(Stored dataset items)
--
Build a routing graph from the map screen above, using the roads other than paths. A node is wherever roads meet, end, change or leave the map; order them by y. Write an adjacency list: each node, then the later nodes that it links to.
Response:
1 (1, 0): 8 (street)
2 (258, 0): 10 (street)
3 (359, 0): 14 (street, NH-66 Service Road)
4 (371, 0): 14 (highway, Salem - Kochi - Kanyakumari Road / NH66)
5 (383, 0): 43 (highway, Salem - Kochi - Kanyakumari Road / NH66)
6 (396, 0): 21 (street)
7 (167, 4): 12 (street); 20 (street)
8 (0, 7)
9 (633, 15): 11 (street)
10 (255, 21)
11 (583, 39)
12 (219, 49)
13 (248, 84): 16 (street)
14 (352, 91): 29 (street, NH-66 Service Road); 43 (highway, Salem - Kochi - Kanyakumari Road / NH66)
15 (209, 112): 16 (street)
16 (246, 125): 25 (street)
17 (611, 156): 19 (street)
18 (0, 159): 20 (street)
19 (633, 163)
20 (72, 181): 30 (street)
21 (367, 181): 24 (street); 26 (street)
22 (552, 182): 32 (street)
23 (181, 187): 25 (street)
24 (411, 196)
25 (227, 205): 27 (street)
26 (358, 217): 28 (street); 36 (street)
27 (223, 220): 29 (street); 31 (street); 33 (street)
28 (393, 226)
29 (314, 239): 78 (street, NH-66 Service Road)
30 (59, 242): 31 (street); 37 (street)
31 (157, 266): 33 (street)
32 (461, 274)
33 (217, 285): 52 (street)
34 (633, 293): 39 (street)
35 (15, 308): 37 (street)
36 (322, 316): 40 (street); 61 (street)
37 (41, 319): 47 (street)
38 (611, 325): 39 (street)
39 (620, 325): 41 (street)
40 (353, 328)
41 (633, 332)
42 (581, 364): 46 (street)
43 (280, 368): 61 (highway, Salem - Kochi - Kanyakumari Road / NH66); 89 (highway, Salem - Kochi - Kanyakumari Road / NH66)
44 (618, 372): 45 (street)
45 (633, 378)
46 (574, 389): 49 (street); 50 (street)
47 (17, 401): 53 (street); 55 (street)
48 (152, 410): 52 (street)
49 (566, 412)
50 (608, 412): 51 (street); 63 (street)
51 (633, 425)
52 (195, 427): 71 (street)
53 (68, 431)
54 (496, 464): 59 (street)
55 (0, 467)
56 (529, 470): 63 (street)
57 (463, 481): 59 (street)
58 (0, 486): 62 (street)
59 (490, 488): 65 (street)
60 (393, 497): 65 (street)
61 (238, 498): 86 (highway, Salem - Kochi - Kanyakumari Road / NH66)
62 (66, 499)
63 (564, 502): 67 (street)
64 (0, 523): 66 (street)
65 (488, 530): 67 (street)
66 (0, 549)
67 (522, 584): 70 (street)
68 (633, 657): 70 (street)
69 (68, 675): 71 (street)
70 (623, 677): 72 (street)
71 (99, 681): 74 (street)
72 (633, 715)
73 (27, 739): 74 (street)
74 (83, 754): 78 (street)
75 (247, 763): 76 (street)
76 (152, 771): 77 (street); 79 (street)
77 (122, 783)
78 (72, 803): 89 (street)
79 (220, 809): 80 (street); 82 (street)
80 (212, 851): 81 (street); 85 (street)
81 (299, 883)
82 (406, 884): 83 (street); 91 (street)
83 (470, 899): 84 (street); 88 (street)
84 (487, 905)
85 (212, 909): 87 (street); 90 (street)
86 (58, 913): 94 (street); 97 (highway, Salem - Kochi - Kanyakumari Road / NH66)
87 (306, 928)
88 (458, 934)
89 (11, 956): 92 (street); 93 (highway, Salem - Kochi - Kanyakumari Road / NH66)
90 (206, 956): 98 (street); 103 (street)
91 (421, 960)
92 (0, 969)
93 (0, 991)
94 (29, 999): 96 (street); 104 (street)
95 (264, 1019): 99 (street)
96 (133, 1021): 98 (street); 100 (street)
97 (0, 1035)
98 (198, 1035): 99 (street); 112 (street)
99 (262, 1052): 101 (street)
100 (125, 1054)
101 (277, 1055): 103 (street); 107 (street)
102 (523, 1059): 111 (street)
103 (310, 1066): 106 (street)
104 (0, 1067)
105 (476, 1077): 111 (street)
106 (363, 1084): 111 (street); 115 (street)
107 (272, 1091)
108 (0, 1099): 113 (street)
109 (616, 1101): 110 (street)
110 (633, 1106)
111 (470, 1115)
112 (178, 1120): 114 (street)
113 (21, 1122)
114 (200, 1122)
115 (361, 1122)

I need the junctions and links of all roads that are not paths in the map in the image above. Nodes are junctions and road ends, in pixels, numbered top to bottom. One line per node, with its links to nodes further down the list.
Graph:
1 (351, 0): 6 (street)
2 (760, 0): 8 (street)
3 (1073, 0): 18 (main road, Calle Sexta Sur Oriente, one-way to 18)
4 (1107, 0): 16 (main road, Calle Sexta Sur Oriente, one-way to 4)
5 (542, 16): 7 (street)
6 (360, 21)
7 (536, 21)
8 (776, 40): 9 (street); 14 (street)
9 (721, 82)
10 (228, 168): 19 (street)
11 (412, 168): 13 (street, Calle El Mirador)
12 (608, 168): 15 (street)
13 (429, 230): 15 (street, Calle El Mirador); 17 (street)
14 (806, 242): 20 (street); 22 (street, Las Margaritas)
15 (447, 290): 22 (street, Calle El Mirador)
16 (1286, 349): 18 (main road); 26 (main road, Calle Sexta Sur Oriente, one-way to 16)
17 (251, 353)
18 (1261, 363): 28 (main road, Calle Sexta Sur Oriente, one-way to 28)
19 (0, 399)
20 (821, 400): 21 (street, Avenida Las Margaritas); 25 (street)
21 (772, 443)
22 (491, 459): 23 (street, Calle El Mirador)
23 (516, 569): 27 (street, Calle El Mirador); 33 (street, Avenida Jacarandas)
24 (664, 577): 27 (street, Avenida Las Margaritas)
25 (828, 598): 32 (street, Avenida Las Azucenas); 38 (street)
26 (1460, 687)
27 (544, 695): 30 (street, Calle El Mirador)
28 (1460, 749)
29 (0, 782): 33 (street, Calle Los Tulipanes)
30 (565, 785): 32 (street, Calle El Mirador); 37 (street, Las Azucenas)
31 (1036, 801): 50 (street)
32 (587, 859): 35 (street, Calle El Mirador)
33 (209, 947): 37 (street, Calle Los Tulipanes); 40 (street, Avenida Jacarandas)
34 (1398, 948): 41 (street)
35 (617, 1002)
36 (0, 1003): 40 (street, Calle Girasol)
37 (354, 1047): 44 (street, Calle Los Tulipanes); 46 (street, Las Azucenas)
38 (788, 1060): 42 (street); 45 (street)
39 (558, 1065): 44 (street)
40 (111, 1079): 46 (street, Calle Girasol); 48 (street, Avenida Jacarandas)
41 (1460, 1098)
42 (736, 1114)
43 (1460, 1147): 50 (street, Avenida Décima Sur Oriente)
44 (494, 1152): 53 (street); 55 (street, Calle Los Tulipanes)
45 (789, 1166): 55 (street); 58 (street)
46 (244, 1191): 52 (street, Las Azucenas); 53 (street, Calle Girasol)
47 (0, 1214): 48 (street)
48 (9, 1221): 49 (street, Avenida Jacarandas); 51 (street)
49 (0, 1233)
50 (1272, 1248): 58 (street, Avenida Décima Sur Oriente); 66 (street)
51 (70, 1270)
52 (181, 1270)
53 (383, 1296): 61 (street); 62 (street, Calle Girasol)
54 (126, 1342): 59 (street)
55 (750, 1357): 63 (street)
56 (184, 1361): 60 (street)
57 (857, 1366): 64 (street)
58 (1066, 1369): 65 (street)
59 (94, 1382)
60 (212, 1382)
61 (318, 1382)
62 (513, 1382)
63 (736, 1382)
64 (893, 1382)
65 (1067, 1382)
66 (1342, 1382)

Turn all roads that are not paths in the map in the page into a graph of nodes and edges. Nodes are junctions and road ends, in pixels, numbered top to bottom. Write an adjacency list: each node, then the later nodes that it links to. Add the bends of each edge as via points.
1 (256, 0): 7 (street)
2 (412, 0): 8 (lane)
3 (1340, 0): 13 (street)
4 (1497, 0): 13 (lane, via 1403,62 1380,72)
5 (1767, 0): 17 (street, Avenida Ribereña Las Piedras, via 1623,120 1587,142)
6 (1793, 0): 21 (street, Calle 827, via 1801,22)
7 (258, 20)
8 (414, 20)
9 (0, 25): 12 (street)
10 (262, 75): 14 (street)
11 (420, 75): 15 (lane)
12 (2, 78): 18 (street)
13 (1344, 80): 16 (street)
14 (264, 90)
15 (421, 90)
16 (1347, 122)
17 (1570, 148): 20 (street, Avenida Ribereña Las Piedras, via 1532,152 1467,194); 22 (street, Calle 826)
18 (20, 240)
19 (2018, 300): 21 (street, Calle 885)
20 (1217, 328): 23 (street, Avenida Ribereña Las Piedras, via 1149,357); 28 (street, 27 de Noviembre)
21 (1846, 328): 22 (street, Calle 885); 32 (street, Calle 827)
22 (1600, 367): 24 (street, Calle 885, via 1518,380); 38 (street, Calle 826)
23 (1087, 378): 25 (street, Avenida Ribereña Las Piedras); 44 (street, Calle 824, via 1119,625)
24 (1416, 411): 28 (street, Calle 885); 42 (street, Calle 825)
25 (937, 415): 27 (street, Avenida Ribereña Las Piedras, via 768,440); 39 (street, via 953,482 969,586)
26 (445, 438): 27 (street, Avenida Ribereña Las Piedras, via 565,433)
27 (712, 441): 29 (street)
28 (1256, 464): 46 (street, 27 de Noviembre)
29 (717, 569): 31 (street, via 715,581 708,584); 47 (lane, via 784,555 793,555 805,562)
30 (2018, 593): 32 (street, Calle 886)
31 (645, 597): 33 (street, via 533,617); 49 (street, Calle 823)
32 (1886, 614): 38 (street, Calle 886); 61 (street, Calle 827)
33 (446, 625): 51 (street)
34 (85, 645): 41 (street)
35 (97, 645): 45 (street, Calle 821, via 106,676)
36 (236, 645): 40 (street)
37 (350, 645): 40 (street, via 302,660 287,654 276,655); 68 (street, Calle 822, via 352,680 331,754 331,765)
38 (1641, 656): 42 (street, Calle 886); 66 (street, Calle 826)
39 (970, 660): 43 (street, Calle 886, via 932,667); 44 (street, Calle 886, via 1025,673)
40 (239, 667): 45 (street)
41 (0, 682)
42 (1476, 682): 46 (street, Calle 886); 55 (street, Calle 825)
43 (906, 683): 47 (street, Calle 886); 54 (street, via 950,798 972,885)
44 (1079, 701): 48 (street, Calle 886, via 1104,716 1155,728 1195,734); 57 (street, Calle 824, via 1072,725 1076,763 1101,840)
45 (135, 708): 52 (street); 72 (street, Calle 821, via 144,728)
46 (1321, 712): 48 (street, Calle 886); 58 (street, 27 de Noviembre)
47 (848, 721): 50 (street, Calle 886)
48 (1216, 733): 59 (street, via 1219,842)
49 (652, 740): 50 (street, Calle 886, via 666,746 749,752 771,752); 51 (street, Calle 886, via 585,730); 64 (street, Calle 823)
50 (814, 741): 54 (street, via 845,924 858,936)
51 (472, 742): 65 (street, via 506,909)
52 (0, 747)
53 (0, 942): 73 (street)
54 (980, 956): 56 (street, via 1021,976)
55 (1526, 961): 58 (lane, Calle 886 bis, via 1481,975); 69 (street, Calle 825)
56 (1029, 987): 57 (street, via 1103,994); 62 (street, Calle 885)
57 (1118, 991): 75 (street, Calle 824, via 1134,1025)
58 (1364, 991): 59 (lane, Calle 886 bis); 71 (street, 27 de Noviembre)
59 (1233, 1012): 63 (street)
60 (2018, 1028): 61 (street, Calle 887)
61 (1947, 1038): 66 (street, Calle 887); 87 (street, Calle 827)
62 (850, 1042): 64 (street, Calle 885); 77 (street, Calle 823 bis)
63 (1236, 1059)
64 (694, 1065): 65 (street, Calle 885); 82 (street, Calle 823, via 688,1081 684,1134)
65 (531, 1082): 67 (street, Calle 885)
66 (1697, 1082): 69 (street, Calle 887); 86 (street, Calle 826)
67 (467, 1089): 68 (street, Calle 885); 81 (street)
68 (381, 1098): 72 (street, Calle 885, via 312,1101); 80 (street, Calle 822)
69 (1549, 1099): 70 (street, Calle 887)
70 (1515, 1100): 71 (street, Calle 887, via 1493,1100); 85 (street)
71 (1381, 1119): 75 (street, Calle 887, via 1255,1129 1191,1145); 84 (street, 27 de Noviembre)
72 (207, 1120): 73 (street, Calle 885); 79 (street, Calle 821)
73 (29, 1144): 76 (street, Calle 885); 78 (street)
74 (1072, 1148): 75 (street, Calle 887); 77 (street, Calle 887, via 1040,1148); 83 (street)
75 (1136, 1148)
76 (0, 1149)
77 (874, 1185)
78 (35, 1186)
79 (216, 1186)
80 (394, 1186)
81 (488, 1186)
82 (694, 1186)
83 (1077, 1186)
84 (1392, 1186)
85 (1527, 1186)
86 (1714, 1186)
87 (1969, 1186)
--
[WHAT THE TASK REQUIRES]
Count every line of the entries that includes "each", and say the number alone.

[WRITTEN RESPONSE]
2